■ Goal of the exercise: Set the entries down again exactly; none may be skipped.
_____
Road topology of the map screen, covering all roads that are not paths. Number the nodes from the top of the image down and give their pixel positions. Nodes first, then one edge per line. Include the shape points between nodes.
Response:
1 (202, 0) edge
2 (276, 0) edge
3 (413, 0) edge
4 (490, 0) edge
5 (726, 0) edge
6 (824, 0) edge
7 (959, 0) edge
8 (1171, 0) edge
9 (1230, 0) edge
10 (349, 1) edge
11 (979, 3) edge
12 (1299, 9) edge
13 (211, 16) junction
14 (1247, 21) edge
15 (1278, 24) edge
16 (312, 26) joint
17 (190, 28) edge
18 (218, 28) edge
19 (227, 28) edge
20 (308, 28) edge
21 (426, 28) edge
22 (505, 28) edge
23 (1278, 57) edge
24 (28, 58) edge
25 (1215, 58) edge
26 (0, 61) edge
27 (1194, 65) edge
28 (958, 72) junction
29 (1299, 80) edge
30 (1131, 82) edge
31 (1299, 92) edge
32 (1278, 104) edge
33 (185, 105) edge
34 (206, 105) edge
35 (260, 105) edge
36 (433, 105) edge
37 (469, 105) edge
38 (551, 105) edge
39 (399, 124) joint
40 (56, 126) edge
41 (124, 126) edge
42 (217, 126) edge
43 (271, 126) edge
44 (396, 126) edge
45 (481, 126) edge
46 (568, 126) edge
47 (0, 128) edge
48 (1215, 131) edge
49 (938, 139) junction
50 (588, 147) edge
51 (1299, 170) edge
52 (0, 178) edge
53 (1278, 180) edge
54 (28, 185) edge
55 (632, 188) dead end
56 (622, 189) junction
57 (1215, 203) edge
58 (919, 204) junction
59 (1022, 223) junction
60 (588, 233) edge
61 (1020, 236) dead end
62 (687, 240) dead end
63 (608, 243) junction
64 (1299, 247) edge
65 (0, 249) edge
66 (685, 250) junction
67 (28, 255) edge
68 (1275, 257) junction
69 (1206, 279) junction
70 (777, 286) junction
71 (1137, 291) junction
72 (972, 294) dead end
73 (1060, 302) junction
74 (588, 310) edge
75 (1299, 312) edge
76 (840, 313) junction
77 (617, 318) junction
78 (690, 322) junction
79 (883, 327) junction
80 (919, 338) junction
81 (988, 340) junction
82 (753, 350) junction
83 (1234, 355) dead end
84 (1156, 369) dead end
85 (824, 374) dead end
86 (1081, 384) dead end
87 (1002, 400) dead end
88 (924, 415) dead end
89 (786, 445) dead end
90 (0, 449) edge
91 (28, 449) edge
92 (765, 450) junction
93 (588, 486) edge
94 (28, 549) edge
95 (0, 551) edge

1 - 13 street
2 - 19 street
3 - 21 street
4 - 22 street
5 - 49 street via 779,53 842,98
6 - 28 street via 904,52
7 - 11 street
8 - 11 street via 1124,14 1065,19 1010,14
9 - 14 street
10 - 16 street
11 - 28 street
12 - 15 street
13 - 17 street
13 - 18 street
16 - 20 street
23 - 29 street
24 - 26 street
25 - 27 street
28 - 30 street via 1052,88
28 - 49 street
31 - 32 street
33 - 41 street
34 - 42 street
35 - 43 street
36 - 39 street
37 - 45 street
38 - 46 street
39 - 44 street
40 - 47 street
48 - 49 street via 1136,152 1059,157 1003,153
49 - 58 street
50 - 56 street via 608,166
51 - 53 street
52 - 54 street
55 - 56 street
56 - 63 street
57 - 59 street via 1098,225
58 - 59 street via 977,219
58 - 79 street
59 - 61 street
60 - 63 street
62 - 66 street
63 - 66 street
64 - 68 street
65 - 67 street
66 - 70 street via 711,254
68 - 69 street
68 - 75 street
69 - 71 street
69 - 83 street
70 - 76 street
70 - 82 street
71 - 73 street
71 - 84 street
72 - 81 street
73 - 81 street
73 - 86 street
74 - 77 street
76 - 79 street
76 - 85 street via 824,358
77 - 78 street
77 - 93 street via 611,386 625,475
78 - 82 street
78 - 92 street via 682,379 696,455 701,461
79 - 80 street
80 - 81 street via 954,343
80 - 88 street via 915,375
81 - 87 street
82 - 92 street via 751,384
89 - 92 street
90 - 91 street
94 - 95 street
_____
■ Exercise answer:
Road topology of the map screen, covering all roads that are not paths. Number the nodes from the top of the image down and give their pixel positions. Nodes first, then one edge per line. Include the shape points between nodes.
Response:
1 (202, 0) edge
2 (276, 0) edge
3 (413, 0) edge
4 (490, 0) edge
5 (726, 0) edge
6 (824, 0) edge
7 (959, 0) edge
8 (1171, 0) edge
9 (1230, 0) edge
10 (349, 1) edge
11 (979, 3) edge
12 (1299, 9) edge
13 (211, 16) junction
14 (1247, 21) edge
15 (1278, 24) edge
16 (312, 26) joint
17 (190, 28) edge
18 (218, 28) edge
19 (227, 28) edge
20 (308, 28) edge
21 (426, 28) edge
22 (505, 28) edge
23 (1278, 57) edge
24 (28, 58) edge
25 (1215, 58) edge
26 (0, 61) edge
27 (1194, 65) edge
28 (958, 72) junction
29 (1299, 80) edge
30 (1131, 82) edge
31 (1299, 92) edge
32 (1278, 104) edge
33 (185, 105) edge
34 (206, 105) edge
35 (260, 105) edge
36 (433, 105) edge
37 (469, 105) edge
38 (551, 105) edge
39 (399, 124) joint
40 (56, 126) edge
41 (124, 126) edge
42 (217, 126) edge
43 (271, 126) edge
44 (396, 126) edge
45 (481, 126) edge
46 (568, 126) edge
47 (0, 128) edge
48 (1215, 131) edge
49 (938, 139) junction
50 (588, 147) edge
51 (1299, 170) edge
52 (0, 178) edge
53 (1278, 180) edge
54 (28, 185) edge
55 (632, 188) dead end
56 (622, 189) junction
57 (1215, 203) edge
58 (919, 204) junction
59 (1022, 223) junction
60 (588, 233) edge
61 (1020, 236) dead end
62 (687, 240) dead end
63 (608, 243) junction
64 (1299, 247) edge
65 (0, 249) edge
66 (685, 250) junction
67 (28, 255) edge
68 (1275, 257) junction
69 (1206, 279) junction
70 (777, 286) junction
71 (1137, 291) junction
72 (972, 294) dead end
73 (1060, 302) junction
74 (588, 310) edge
75 (1299, 312) edge
76 (840, 313) junction
77 (617, 318) junction
78 (690, 322) junction
79 (883, 327) junction
80 (919, 338) junction
81 (988, 340) junction
82 (753, 350) junction
83 (1234, 355) dead end
84 (1156, 369) dead end
85 (824, 374) dead end
86 (1081, 384) dead end
87 (1002, 400) dead end
88 (924, 415) dead end
89 (786, 445) dead end
90 (0, 449) edge
91 (28, 449) edge
92 (765, 450) junction
93 (588, 486) edge
94 (28, 549) edge
95 (0, 551) edge

1 - 13 street
2 - 19 street
3 - 21 street
4 - 22 street
5 - 49 street via 779,53 842,98
6 - 28 street via 904,52
7 - 11 street
8 - 11 street via 1124,14 1065,19 1010,14
9 - 14 street
10 - 16 street
11 - 28 street
12 - 15 street
13 - 17 street
13 - 18 street
16 - 20 street
23 - 29 street
24 - 26 street
25 - 27 street
28 - 30 street via 1052,88
28 - 49 street
31 - 32 street
33 - 41 street
34 - 42 street
35 - 43 street
36 - 39 street
37 - 45 street
38 - 46 street
39 - 44 street
40 - 47 street
48 - 49 street via 1136,152 1059,157 1003,153
49 - 58 street
50 - 56 street via 608,166
51 - 53 street
52 - 54 street
55 - 56 street
56 - 63 street
57 - 59 street via 1098,225
58 - 59 street via 977,219
58 - 79 street
59 - 61 street
60 - 63 street
62 - 66 street
63 - 66 street
64 - 68 street
65 - 67 street
66 - 70 street via 711,254
68 - 69 street
68 - 75 street
69 - 71 street
69 - 83 street
70 - 76 street
70 - 82 street
71 - 73 street
71 - 84 street
72 - 81 street
73 - 81 street
73 - 86 street
74 - 77 street
76 - 79 street
76 - 85 street via 824,358
77 - 78 street
77 - 93 street via 611,386 625,475
78 - 82 street
78 - 92 street via 682,379 696,455 701,461
79 - 80 street
80 - 81 street via 954,343
80 - 88 street via 915,375
81 - 87 street
82 - 92 street via 751,384
89 - 92 street
90 - 91 street
94 - 95 street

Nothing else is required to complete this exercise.